En la actualidad tenemos muy presente el concepto de que nuestros antepasados prehistóricos (todos los homínidos anteriores a los Homo Sapiens) eran unos osados cazadores que arriesgaban sus vidas para pelear contra animales mucho más grandes y peligrosos para así obtener carne para el grupo con quienes habitaban.

Si bien, esta percepción ha sido muy difundida en libros, películas y en muchos otros medios de difusión, la realidad es que no hay mucha evidencia que apoye esta idea.

Muy probablemente esto surgió como una manera para engrandecer al ser humano ya que, a pesar de que no se trata directamente de nosotros sino de de nuestros antepasados, resulta un poco penoso pensar que no siempre fuimos la especie dominante en la Tierra, sino que hace cientos de miles de años éramos una opción más para la cena de un animal verdaderamente salvaje. Sin embargo, tal vez esto no sea lo peor, quizás habrá alguien que piense: “Ok, fuimos comida de tigres dientes de sable en el pasado, ¿y qué?”, pero has pensado: Si no se cazaba a los animales… ¿Cómo se obtenía la carne para consumo?

La respuesta podría dejarte impactado: Muy probablemente era adquirida de animales muertos.

¿De dónde surgen estás hipótesis?

Australopithecus afarensis

Charles Darwin fue el primero en proponer la caza como el catalizador que encausó la selección al engrandecimiento del cerebro, empleo de utensilios, reducción de caninos y el bipedismo. Esta hipótesis agarró aún más fuerza cuando Raymond A. Dart descubrió los restos del Australopithecus y acomodó sus interpretaciones según la visión de Darwin, debido a huesos de este homínido mezclado con los de otros animales.

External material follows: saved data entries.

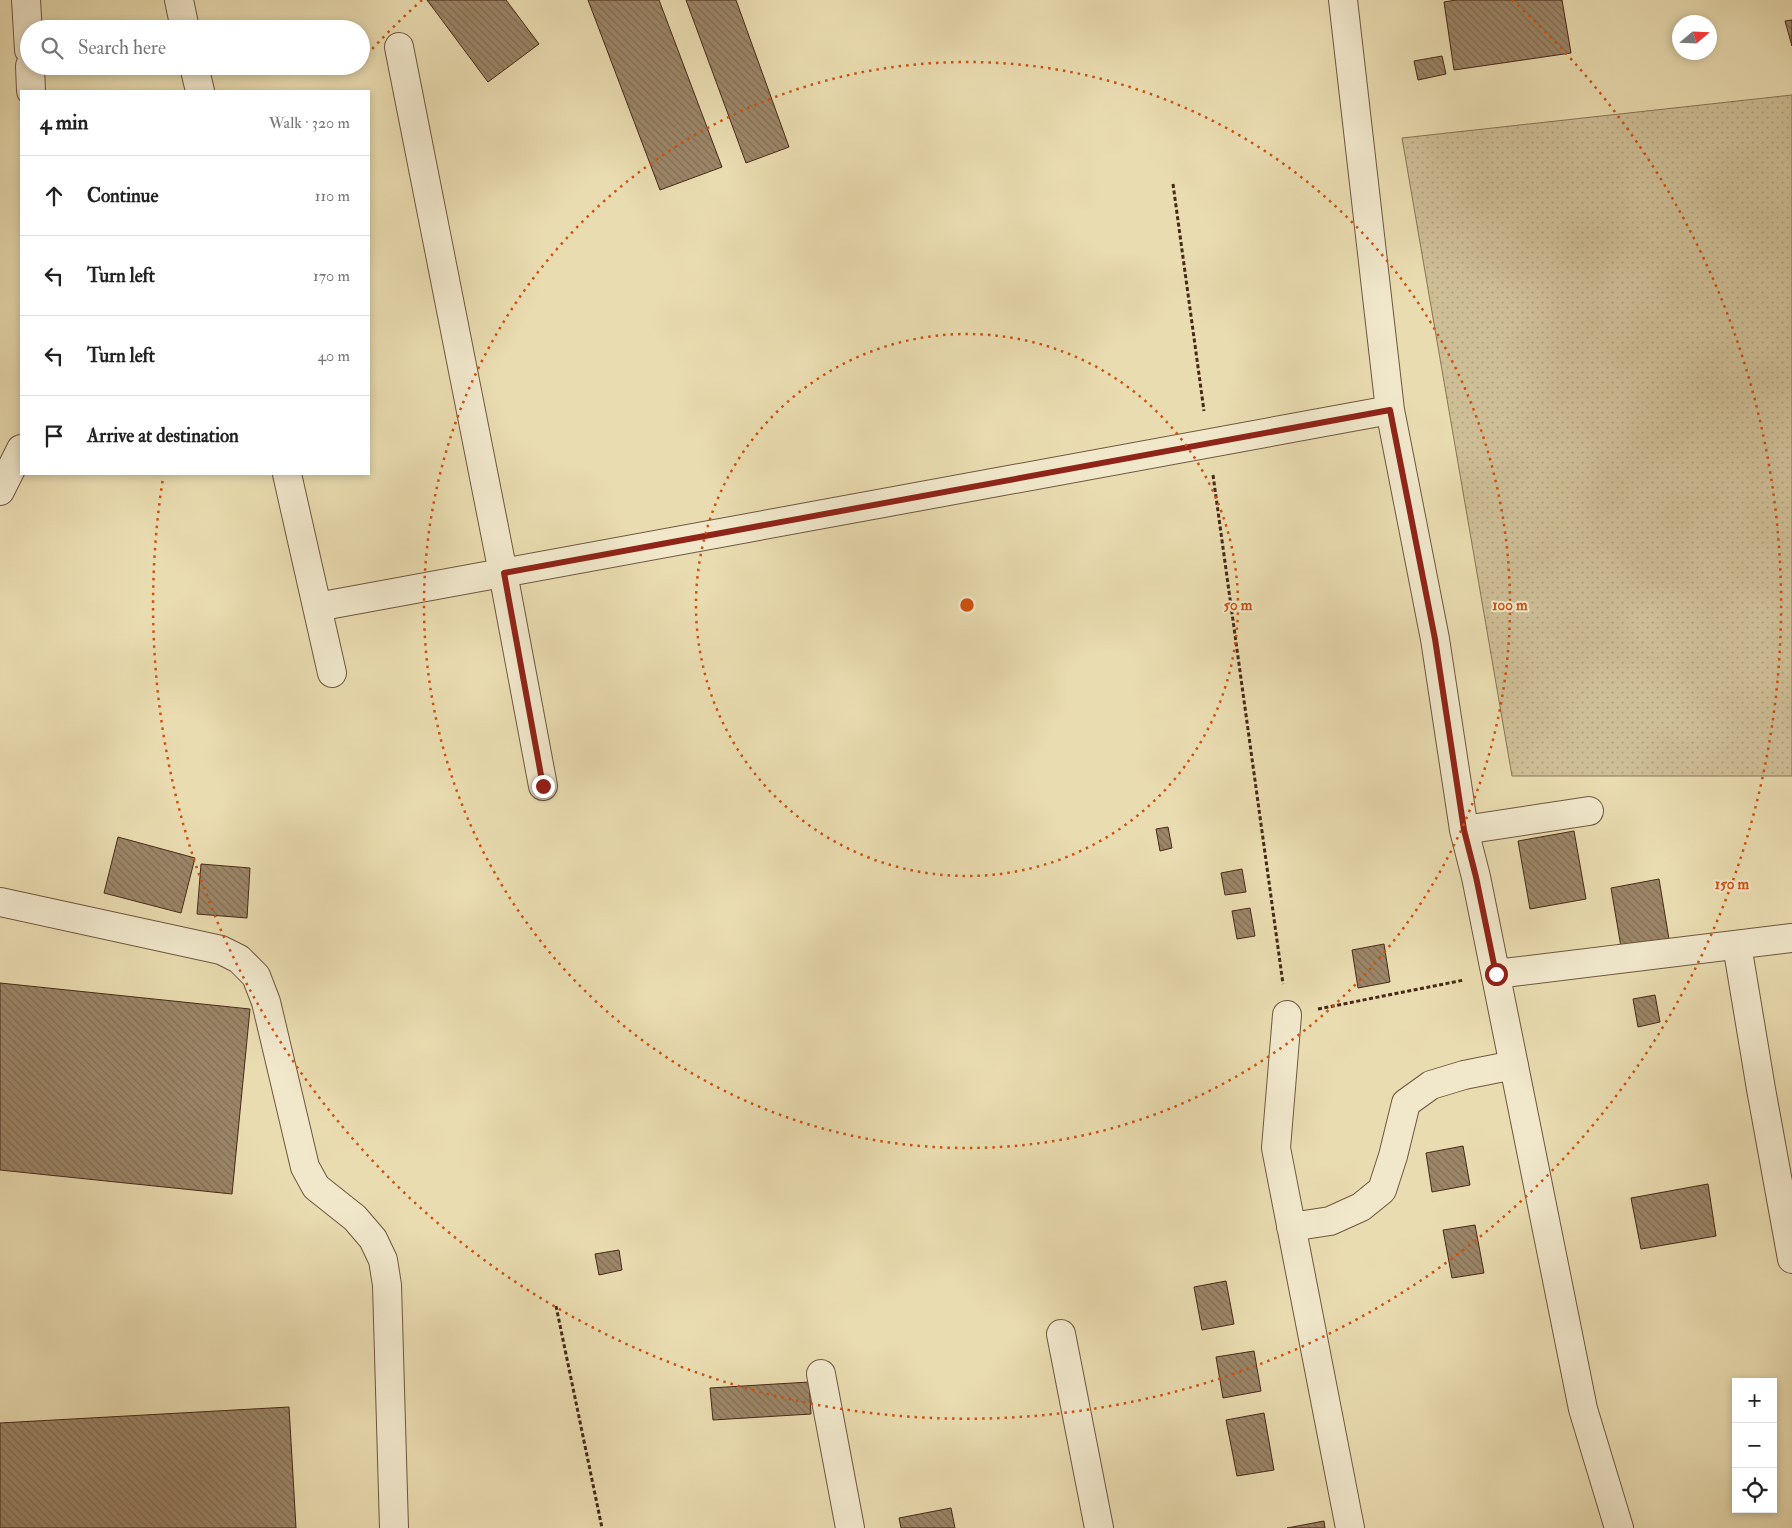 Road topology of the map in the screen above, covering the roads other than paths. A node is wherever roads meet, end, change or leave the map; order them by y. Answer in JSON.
{"nodes":[{"id":1,"x":26,"y":0,"type":"edge"},
{"id":2,"x":179,"y":0,"type":"edge"},
{"id":3,"x":1343,"y":0,"type":"edge"},
{"id":4,"x":27,"y":20,"type":"edge"},
{"id":5,"x":183,"y":20,"type":"edge"},
{"id":6,"x":399,"y":47,"type":"dead end"},
{"id":7,"x":30,"y":75,"type":"edge"},
{"id":8,"x":196,"y":75,"type":"edge"},
{"id":9,"x":31,"y":90,"type":"edge"},
{"id":10,"x":200,"y":90,"type":"edge"},
{"id":11,"x":1390,"y":410,"type":"junction"},
{"id":12,"x":20,"y":451,"type":"edge"},
{"id":13,"x":287,"y":475,"type":"edge"},
{"id":14,"x":0,"y":491,"type":"edge"},
{"id":15,"x":504,"y":573,"type":"junction"},
{"id":16,"x":317,"y":607,"type":"junction"},
{"id":17,"x":332,"y":673,"type":"dead end"},
{"id":18,"x":543,"y":786,"type":"dead end"},
{"id":19,"x":1588,"y":811,"type":"dead end"},
{"id":20,"x":1464,"y":830,"type":"junction"},
{"id":21,"x":0,"y":902,"type":"edge"},
{"id":22,"x":1792,"y":938,"type":"edge"},
{"id":23,"x":1737,"y":945,"type":"junction"},
{"id":24,"x":1496,"y":974,"type":"junction"},
{"id":25,"x":1287,"y":1015,"type":"road end"},
{"id":26,"x":1514,"y":1065,"type":"junction"},
{"id":27,"x":1292,"y":1228,"type":"junction"},
{"id":28,"x":1792,"y":1259,"type":"edge"},
{"id":29,"x":1061,"y":1334,"type":"dead end"},
{"id":30,"x":821,"y":1374,"type":"dead end"},
{"id":31,"x":394,"y":1528,"type":"edge"},
{"id":32,"x":850,"y":1528,"type":"edge"},
{"id":33,"x":1099,"y":1528,"type":"edge"},
{"id":34,"x":1350,"y":1528,"type":"edge"},
{"id":35,"x":1619,"y":1528,"type":"edge"}],
"edges":[{"from":1,"to":4,"type":"street"},
{"from":2,"to":5,"type":"street"},
{"from":3,"to":11,"type":"street"},
{"from":6,"to":15,"type":"street"},
{"from":7,"to":9,"type":"street"},
{"from":8,"to":10,"type":"street"},
{"from":11,"to":15,"type":"street"},
{"from":11,"to":20,"type":"street"},
{"from":12,"to":14,"type":"street"},
{"from":13,"to":16,"type":"street"},
{"from":15,"to":16,"type":"street"},
{"from":15,"to":18,"type":"street"},
{"from":16,"to":17,"type":"street"},
{"from":19,"to":20,"type":"street"},
{"from":20,"to":24,"type":"street"},
{"from":21,"to":31,"type":"street"},
{"from":22,"to":23,"type":"street"},
{"from":23,"to":24,"type":"street"},
{"from":23,"to":28,"type":"street"},
{"from":24,"to":26,"type":"street"},
{"from":25,"to":27,"type":"street"},
{"from":26,"to":27,"type":"street"},
{"from":26,"to":35,"type":"street"},
{"from":27,"to":34,"type":"street"},
{"from":29,"to":33,"type":"street"},
{"from":30,"to":32,"type":"street"}]}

Sin embargo, esto sólo fue un modo de interpretar el hallazgo pero NO significa que así hayan ocurrido las cosas, de hecho, nunca se ha demostrado en el registro fósil evidencia que apoye la idea de los primeros homínidos como cazadores.

Hay muchos factores a considerar que botan la hipótesis del Australopithecus como cazador y apoyan la idea de homínidos carroñeros . Primeramente, y el más obvio, es su nada imponente y pequeño físico, además de que sus largos brazos indican que vivían en los arboles. Aunque contaban con primitivas herramientas de piedras, tales como raspadores toscamente desbastados, martillos, pedruscos y cantos rodados, estas no eran armas y pudieron servir más bien para raspar o despegar la carne de los huesos de animales muertos. Esto se puede confirmar gracias a datos arqueológicos de huesos con marcas de dientes de carnívoros y con incisiones producidas por descarnar y desarticular la carne con herramientas, así como evidencia de huesos machados para extraer el tuétano.

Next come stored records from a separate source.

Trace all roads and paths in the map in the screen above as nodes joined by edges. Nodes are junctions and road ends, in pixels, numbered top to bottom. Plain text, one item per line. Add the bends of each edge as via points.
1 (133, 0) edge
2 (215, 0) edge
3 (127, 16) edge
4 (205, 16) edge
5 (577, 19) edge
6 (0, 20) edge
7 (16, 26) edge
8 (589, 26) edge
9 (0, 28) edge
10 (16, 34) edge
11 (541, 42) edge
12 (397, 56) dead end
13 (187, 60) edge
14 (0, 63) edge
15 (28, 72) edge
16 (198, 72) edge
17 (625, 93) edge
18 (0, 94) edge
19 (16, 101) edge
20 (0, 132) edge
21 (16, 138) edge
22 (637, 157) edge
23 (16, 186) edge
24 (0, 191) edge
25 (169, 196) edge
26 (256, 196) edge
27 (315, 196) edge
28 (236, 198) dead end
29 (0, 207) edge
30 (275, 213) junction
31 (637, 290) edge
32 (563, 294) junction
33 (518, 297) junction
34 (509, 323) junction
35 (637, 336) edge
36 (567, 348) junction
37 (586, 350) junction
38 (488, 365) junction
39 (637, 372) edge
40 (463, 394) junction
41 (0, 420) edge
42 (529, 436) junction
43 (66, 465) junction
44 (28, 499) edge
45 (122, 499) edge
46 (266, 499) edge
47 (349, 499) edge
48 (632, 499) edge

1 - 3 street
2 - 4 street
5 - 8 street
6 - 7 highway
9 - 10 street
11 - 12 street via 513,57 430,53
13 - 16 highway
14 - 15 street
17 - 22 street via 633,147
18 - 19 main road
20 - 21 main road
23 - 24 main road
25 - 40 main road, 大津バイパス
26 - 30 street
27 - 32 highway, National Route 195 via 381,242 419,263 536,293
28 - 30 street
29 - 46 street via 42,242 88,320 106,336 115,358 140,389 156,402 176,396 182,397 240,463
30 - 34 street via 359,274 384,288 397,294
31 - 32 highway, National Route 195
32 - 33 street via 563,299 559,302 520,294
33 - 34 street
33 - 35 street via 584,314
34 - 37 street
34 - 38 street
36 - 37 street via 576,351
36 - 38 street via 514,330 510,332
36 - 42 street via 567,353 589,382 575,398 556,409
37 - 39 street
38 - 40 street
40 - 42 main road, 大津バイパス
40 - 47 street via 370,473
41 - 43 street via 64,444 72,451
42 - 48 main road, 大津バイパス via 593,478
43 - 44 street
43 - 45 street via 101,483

Otros puntos a considerar es que, para el homínido diurno, sería difícil conseguir carroña en espacios abiertos, principalmente por la búsqueda de un animal muerto, previamente devorado por el depredador, así como la competencia con otros animales con costumbres carroñeras. Muy probablemente, los bosques y malezas de las riberas fluviales parcialmente arbóreos resultaron atractivos para los homínidos bípedos. Además, se gasta menos energía en comparación de la caza y se evita exponerse en situaciones de peligro que pudiesen atentar contra la vida del homínido.

Casos posibles de carroñeo en homínidos:

1; Sobras dejada por los otros animales (abundante en época de secas ante la falta de vegetales )

2; Despojos dejados por leopardos (tanto en suelo como en la copa de los árboles)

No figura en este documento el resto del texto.